Target size (torch.Size([8])) must be the same as input size (torch.Size([8, 2]))

Hello all,

I am aware of all the solutions which are discussed here previously regarding the same problem but still I had no luck with those solutions.

I’m trying to implement a binary classifier. I’m using is a customized dataset and having one text column with german text data and the label column has two classes either 0 or 1.

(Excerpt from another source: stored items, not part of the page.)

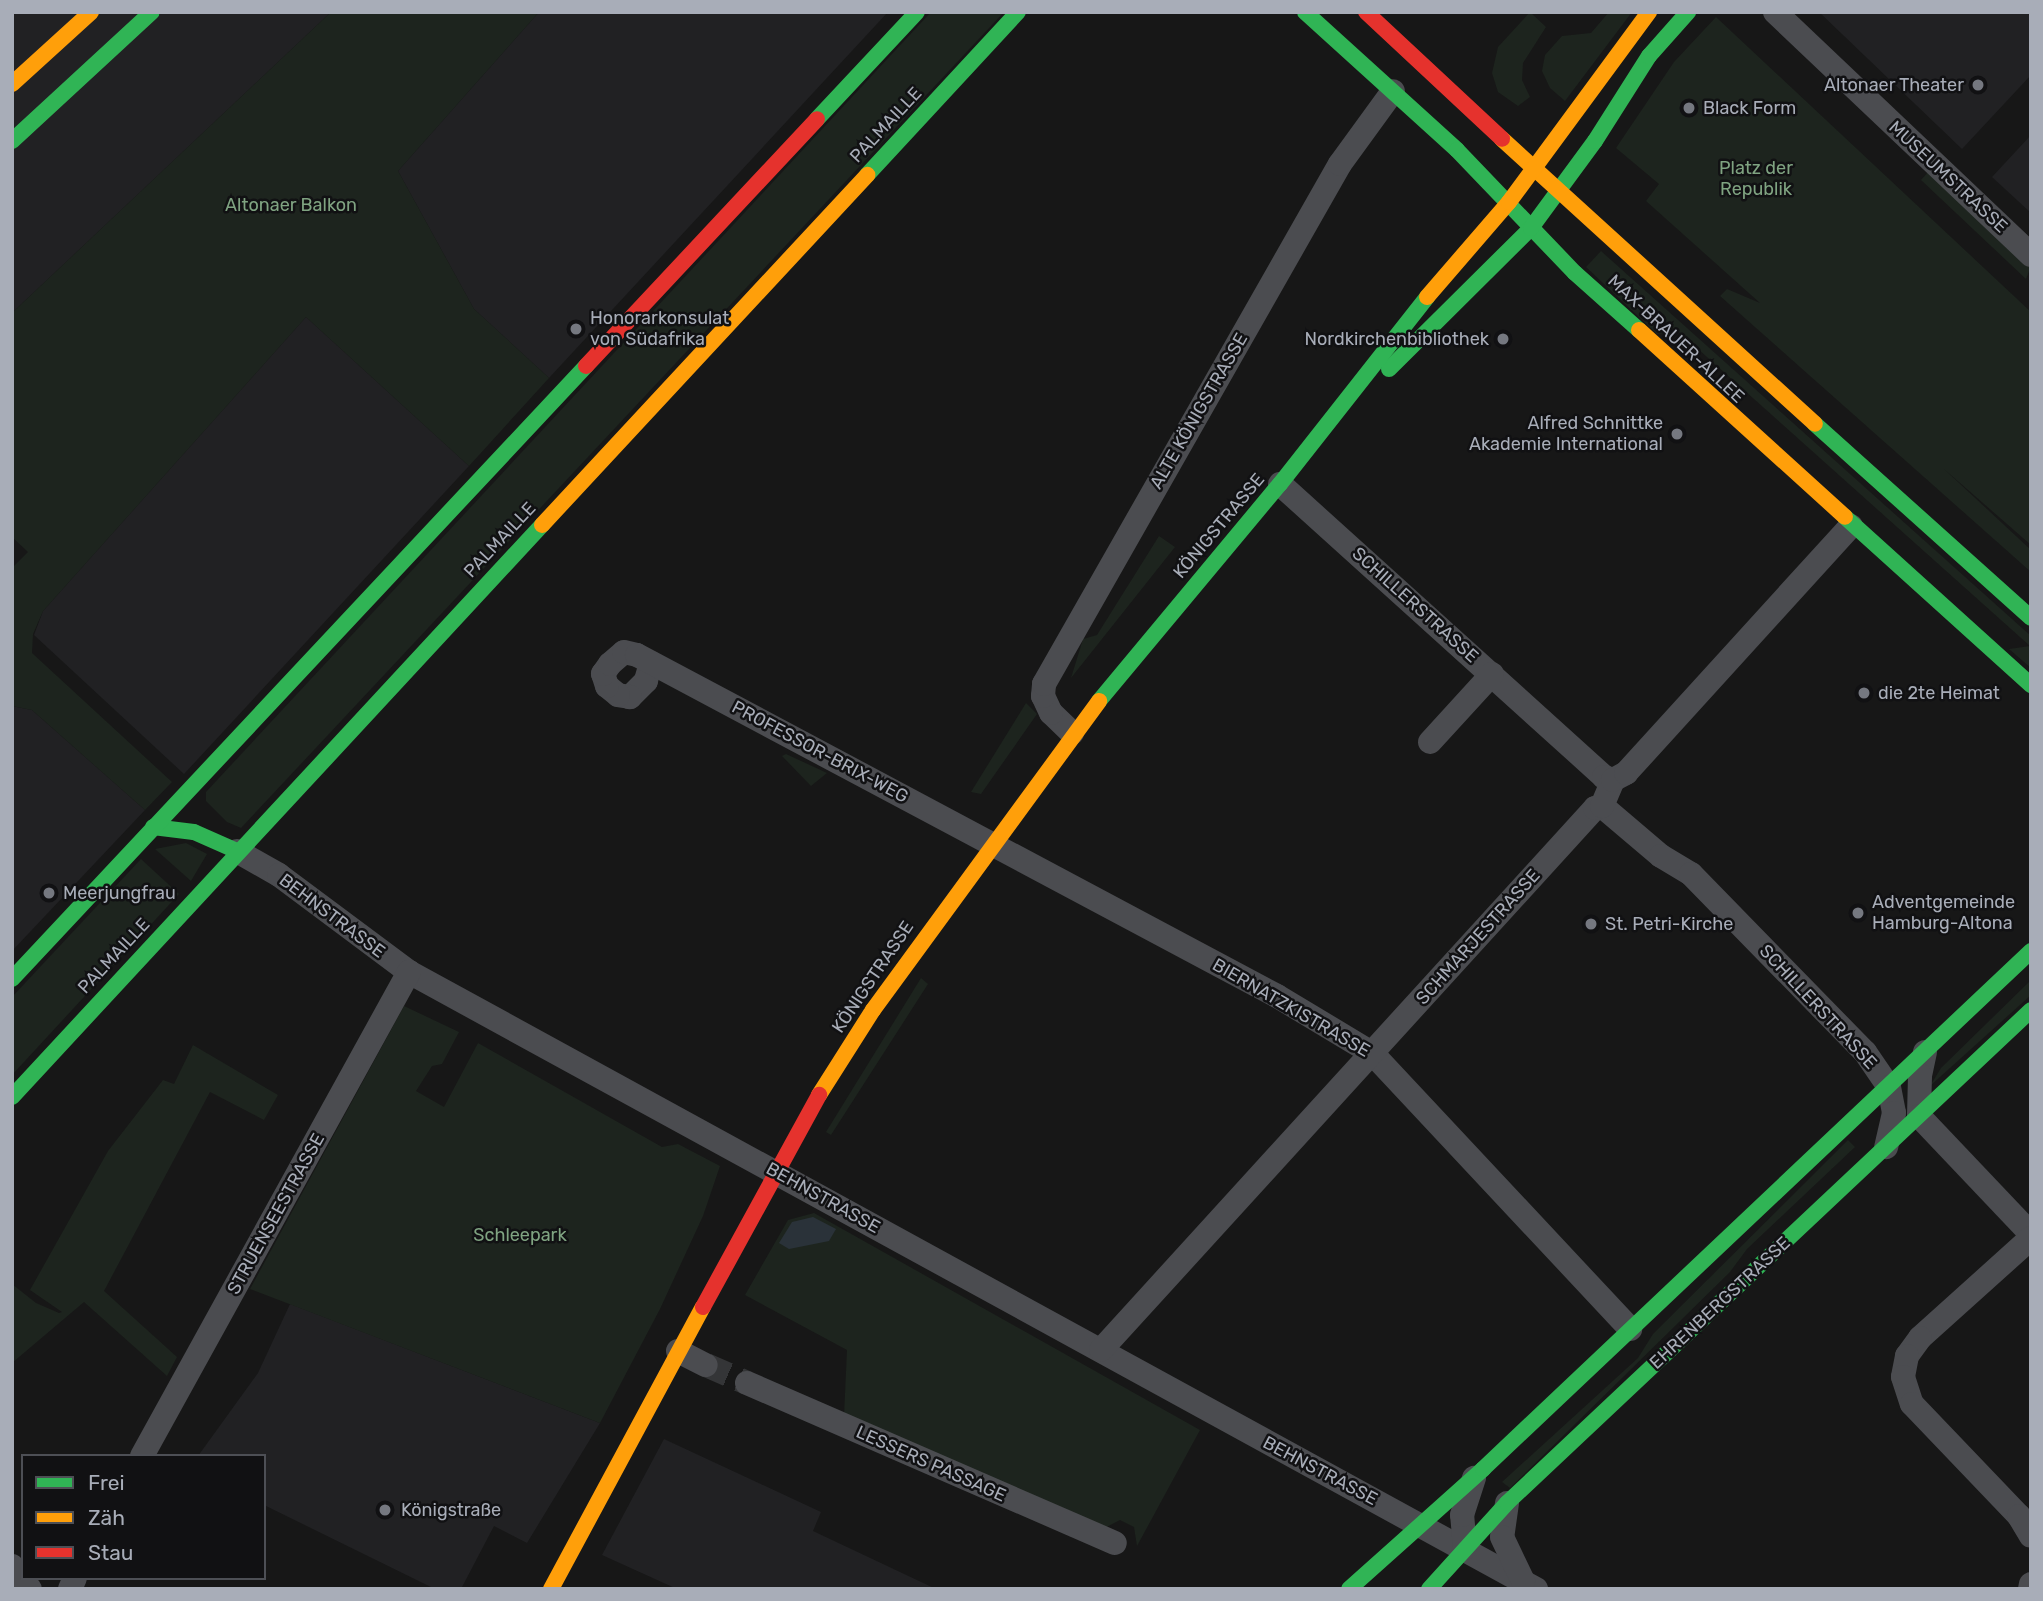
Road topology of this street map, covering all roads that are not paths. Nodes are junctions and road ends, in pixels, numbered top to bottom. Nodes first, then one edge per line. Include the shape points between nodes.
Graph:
1 (91, 12) edge
2 (152, 12) edge
3 (917, 12) edge
4 (1018, 12) edge
5 (1305, 12) edge
6 (1366, 12) edge
7 (1649, 12) edge
8 (1688, 12) edge
9 (1775, 12) edge
10 (12, 84) edge
11 (1393, 91) junction
12 (12, 141) edge
13 (1534, 166) junction
14 (1561, 192) junction
15 (1509, 202) junction
16 (1531, 228) junction
17 (2031, 255) edge
18 (1311, 444) junction
19 (1280, 484) junction
20 (1851, 526) junction
21 (2031, 618) edge
22 (651, 663) dead end
23 (1492, 674) junction
24 (2031, 685) edge
25 (1072, 733) junction
26 (1430, 742) dead end
27 (1613, 779) junction
28 (1602, 806) junction
29 (153, 827) junction
30 (990, 842) junction
31 (237, 851) junction
32 (2031, 951) edge
33 (409, 972) junction
34 (12, 979) edge
35 (2031, 1010) edge
36 (1926, 1052) junction
37 (1372, 1053) junction
38 (1889, 1087) junction
39 (12, 1097) edge
40 (1919, 1116) junction
41 (1885, 1147) junction
42 (775, 1171) junction
43 (2031, 1236) edge
44 (1630, 1329) junction
45 (1101, 1350) junction
46 (678, 1351) junction
47 (706, 1365) tunnel mouth
48 (747, 1384) tunnel mouth
49 (143, 1454) edge
50 (1474, 1477) junction
51 (1507, 1503) junction
52 (1421, 1525) junction
53 (2031, 1536) edge
54 (1115, 1543) dead end
55 (1465, 1548) junction
56 (1529, 1585) edge
57 (551, 1589) edge
58 (1349, 1589) edge
59 (1429, 1589) edge

1 - 10 main road
2 - 12 main road
3 - 29 main road
4 - 31 main road, PALMAILLE
5 - 11 main road, MAX-BRAUER-ALLEE
6 - 13 main road, MAX-BRAUER-ALLEE
7 - 13 main road
8 - 14 main road via 1649,56
9 - 17 street, MUSEUMSTRASSE
11 - 15 main road, MAX-BRAUER-ALLEE
11 - 25 street, ALTE KÖNIGSTRASSE via 1340,164 1044,684 1043,696 1051,713
13 - 14 main road, MAX-BRAUER-ALLEE
13 - 15 main road
14 - 16 main road
14 - 21 main road, MAX-BRAUER-ALLEE
15 - 16 main road, MAX-BRAUER-ALLEE
15 - 18 main road, KÖNIGSTRASSE via 1391,338
16 - 18 main road, KÖNIGSTRASSE
16 - 20 main road, MAX-BRAUER-ALLEE
18 - 19 main road, KÖNIGSTRASSE
19 - 23 street, SCHILLERSTRASSE
19 - 25 main road, KÖNIGSTRASSE
20 - 24 main road, MAX-BRAUER-ALLEE
20 - 27 street, SCHMARJESTRASSE via 1626,773
22 - 30 street, PROFESSOR-BRIX-WEG
23 - 26 street
23 - 27 street, SCHILLERSTRASSE via 1604,777
25 - 30 main road, KÖNIGSTRASSE
27 - 28 street, SCHMARJESTRASSE
28 - 37 street, SCHMARJESTRASSE via 1594,808
28 - 38 street, SCHILLERSTRASSE via 1661,856 1691,874 1865,1052
29 - 31 main road via 194,832
29 - 34 main road
30 - 37 street, BIERNATZKISTRASSE via 1277,996
30 - 42 main road, KÖNIGSTRASSE via 873,1010
31 - 33 street, BEHNSTRASSE via 279,875
31 - 39 main road, PALMAILLE
32 - 36 main road
33 - 42 street, BEHNSTRASSE
33 - 49 street, STRUENSEESTRASSE
35 - 40 main road, EHRENBERGSTRASSE
36 - 38 main road
36 - 40 street
37 - 44 street, BIERNATZKISTRASSE
37 - 45 street, SCHMARJESTRASSE
38 - 41 street, SCHILLERSTRASSE via 1894,1113
38 - 44 main road
40 - 41 main road, EHRENBERGSTRASSE
40 - 43 street
41 - 51 main road, EHRENBERGSTRASSE
42 - 45 street, BEHNSTRASSE
42 - 46 main road, KÖNIGSTRASSE
43 - 53 street via 1920,1338 1907,1356 1903,1377 1912,1404 2019,1516
44 - 50 main road
45 - 52 street, BEHNSTRASSE
46 - 47 street
46 - 57 main road, KÖNIGSTRASSE
48 - 54 street, LESSERS PASSAGE
50 - 52 main road
50 - 55 street via 1462,1515
51 - 55 main road, EHRENBERGSTRASSE
51 - 56 street via 1502,1537
52 - 55 street, BEHNSTRASSE
52 - 58 main road
55 - 56 street, BEHNSTRASSE
55 - 59 main road, EHRENBERGSTRASSE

I’m using here the deepset/gbert-base model and number of labels as 2.
I have followed the official tutorial of hugging face A full training - Hugging Face NLP Course
I’m getting everything similar till the step:

outputs = model(**batch)

I have tried the following work arounds suggested in this forum and other coding forums. Which are mentioned below:

  1. I checked the pytorch version(Suggested by online forums : to update the pytorch version which are below verison 2) and I’m using the following:

2.0.0+cu118

  1. The labels are of the float type and does not contain any null value (Suggested by online forums : to check if the data type of labels is float as the model expect it in that format)

  2. Also tried to change the label shape from [0] and [1] to [1,0] for class zero and [0,1] for class 1 because the error says the input from the model to the loss function is of size [16,2] and the target size which are labels here are of size [16] . But changing the shape from [0] and [1] to [1,0] for class zero and [0,1] for class 1 also did not solve the problem.

  3. I tried to implement through Trainer API following the official tutorial of hugging face Fine-tuning a model with the Trainer API - Hugging Face NLP Course and tried to customize the loss function from binary_cross_entropy_with_logits to nn.CrossEntropyLoss() . Just tried to change the loss function to see if the code runs but ended up with the same error.

Code:

> from transformers import AutoTokenizer, DataCollatorWithPadding
> tokenizer = AutoTokenizer.from_pretrained("deepset/gbert-base")
> 
> def tokenize_function(examples):
>     return tokenizer(examples["text1"], truncation=True)
> 
> tokenized_datasets = final_dataset_dict.map(tokenize_function, batched=True)
> data_collator= DataCollatorWithPadding(tokenizer)
> tokenized_datasets = tokenized_datasets.remove_columns(["text1"])
> tokenized_datasets["train"].column_names
> tokenized_datasets.set_format("torch")
> 
> from torch.utils.data import DataLoader
> 
> train_dataloader = DataLoader(tokenized_datasets["train"], shuffle = True, batch_size = 8, collate_fn = data_collator)
> eval_dataloader = DataLoader(tokenized_datasets["unsupervised"], batch_size = 8, collate_fn = data_collator)
> 
> for batch in train_dataloader:
>   break
> print({k: v.shape for k, v in batch.items()})
> #print(batch)
> 
> from transformers import AutoModelForSequenceClassification
> checkpoint = "deepset/gbert-base"
> model = AutoModelForSequenceClassification.from_pretrained(checkpoint, num_labels =2)
> 
> outputs = model(**batch)
> print(outputs.loss, outputs.logits.shape)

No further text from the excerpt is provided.